Oyonale - Créations 3D et expériences graphiques
ThinkSpam
Cliquer sur les phrases pour les voir dans leur contexte. Les textes de Immanuel Kant et David Hume sont disponibles auprès du Projet Gutenberg.
.
The latter especially, after having derived all the conceptions and principles of the mind from experience, goes so far, in the employment of these conceptions and principles, as to maintain that we can prove the existence of God and the existence of God and the immortality of them objects lying beyond the soul--both of them of possible experience--with the same force of demonstration as any mathematical proposition. Thus, without a God and without a world, invisible to us now, but hoped for, the glorious ideas of morality are, indeed, objects of approbation and of admiration, but cannot be the springs of purpose and action. Thus God and a future life are two hypotheses which, according to the principles of pure reason, are inseparable from the obligation which this reason imposes upon us. These unavoidable problems of mere pure reason are God, freedom (of will), and immortality. I cannot even make the assumption--as the practical interests of morality require--of God, freedom, and immortality, if I do not deprive speculative reason of its pretensions to transcendent insight.

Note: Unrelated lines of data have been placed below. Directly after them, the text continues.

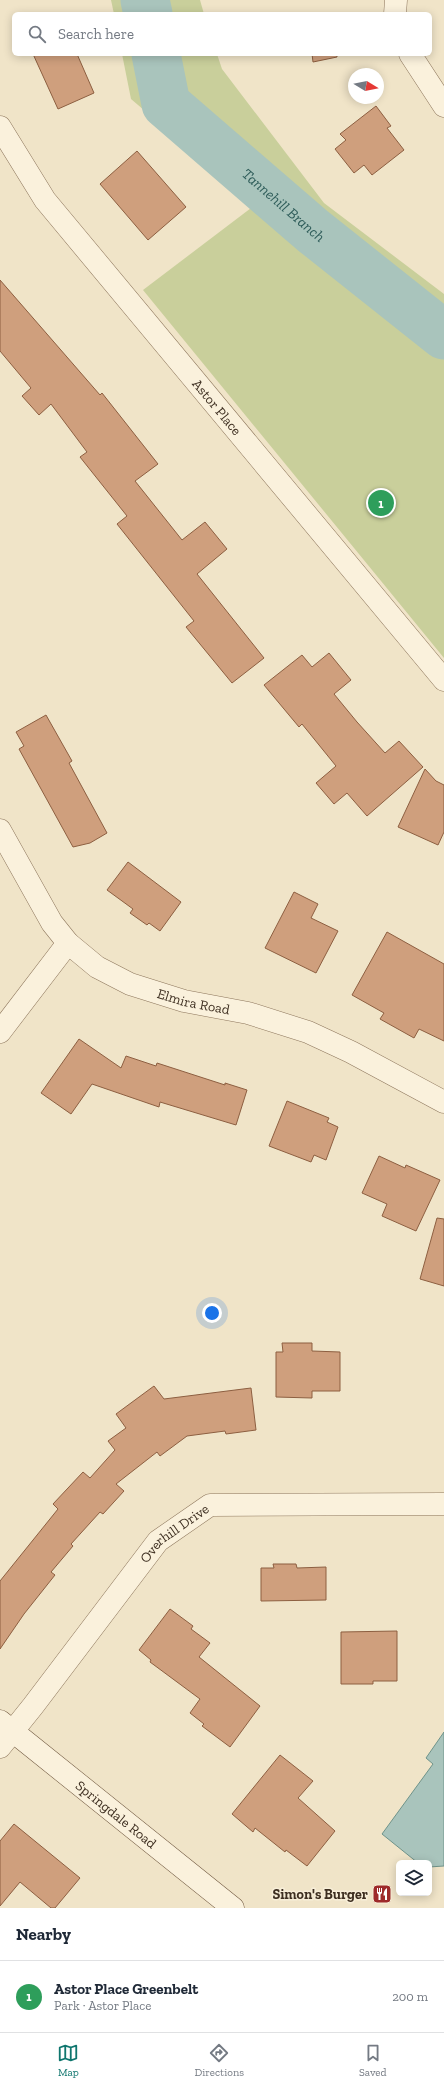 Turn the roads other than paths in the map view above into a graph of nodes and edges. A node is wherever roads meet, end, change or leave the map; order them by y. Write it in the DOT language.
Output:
graph roads {
  1 [pos="396,0"];
  2 [pos="395,12"];
  3 [pos="411,56"];
  4 [pos="444,106"];
  5 [pos="0,127"];
  6 [pos="444,680"];
  7 [pos="0,830"];
  8 [pos="68,943"];
  9 [pos="0,1032"];
  10 [pos="444,1102"];
  11 [pos="444,1504"];
  12 [pos="4,1733"];
  13 [pos="233,1908"];
  1 -- 2 [label="street"];
  3 -- 4 [label="street"];
  5 -- 6 [label="street, Astor Place"];
  7 -- 8 [label="street, Elmira Road"];
  8 -- 9 [label="street"];
  8 -- 10 [label="street, Elmira Road"];
  11 -- 12 [label="street, Overhill Drive"];
  12 -- 13 [label="street, Springdale Road"];
} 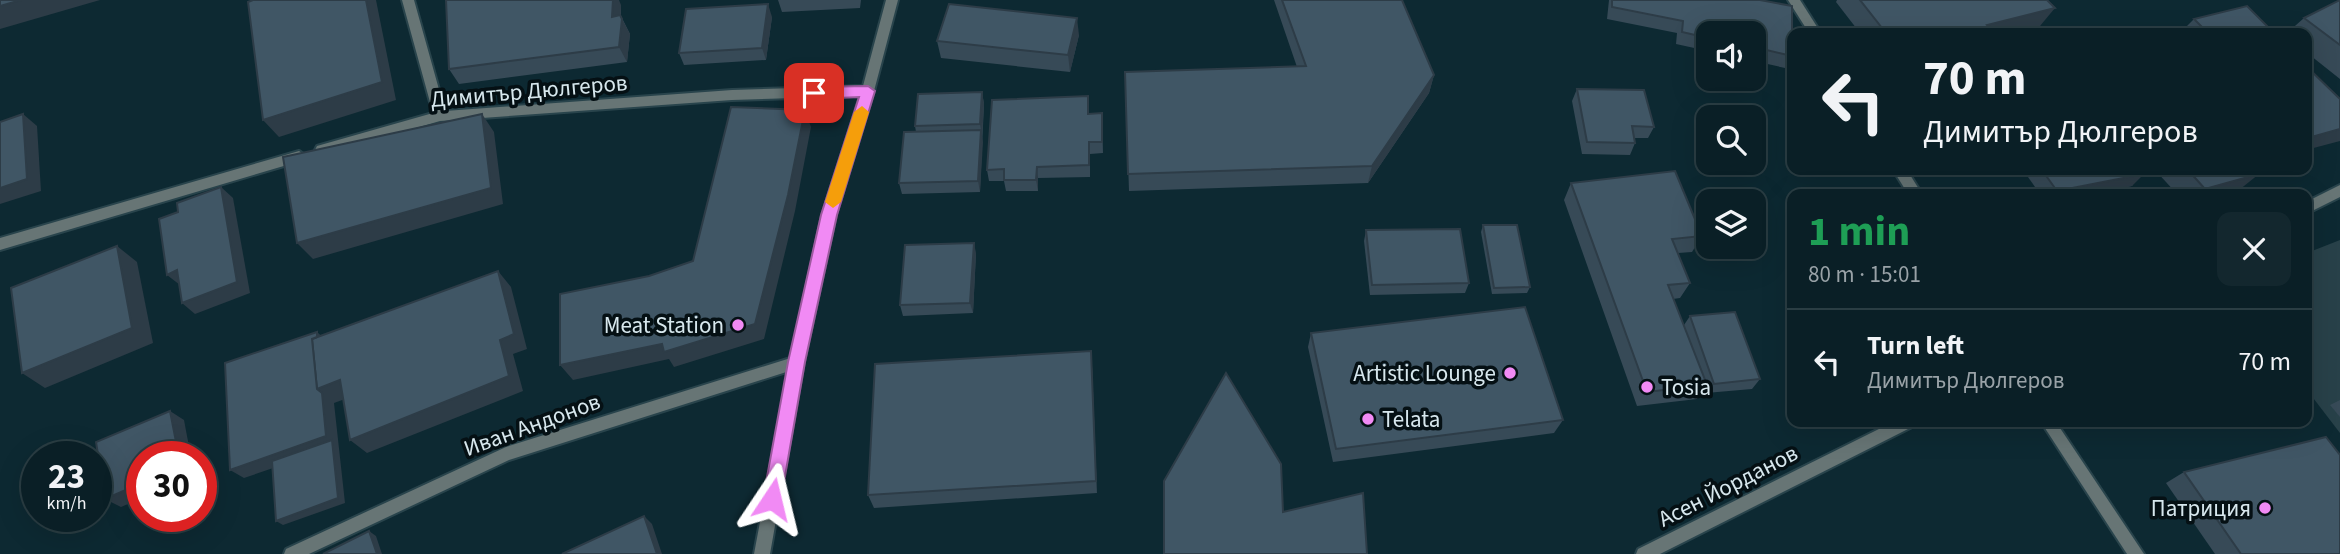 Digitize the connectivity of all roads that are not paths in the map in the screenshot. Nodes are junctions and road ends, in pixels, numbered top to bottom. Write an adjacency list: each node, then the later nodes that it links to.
1 (408, 0): 6 (street)
2 (892, 0): 5 (street)
3 (1794, 0): 4 (street)
4 (1812, 28)
5 (868, 91): 6 (street, Димитър Дюлгеров); 10 (street)
6 (440, 116): 9 (street, Димитър Дюлгеров)
7 (2340, 190): 8 (street)
8 (2312, 206)
9 (0, 244)
10 (797, 362): 13 (street, Иван Андонов); 14 (street)
11 (1897, 427): 15 (street, Асен Йорданов)
12 (2051, 427): 16 (street)
13 (292, 554)
14 (762, 554)
15 (1644, 554)
16 (2136, 554)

God is omnipotent--that is a necessary judgement. IV. In natural theology, where we think of an object--God--which never can be an object of intuition to us, and even to himself can never be an object of sensuous intuition, we carefully avoid attributing to his intuition the conditions of space and time--and intuition all his cognition must be, and not thought, which always includes limitation. Be astonished by what you'll learn about people you work with! SECTION V. Of the Impossibility of a Cosmological Proof of the Existence of God.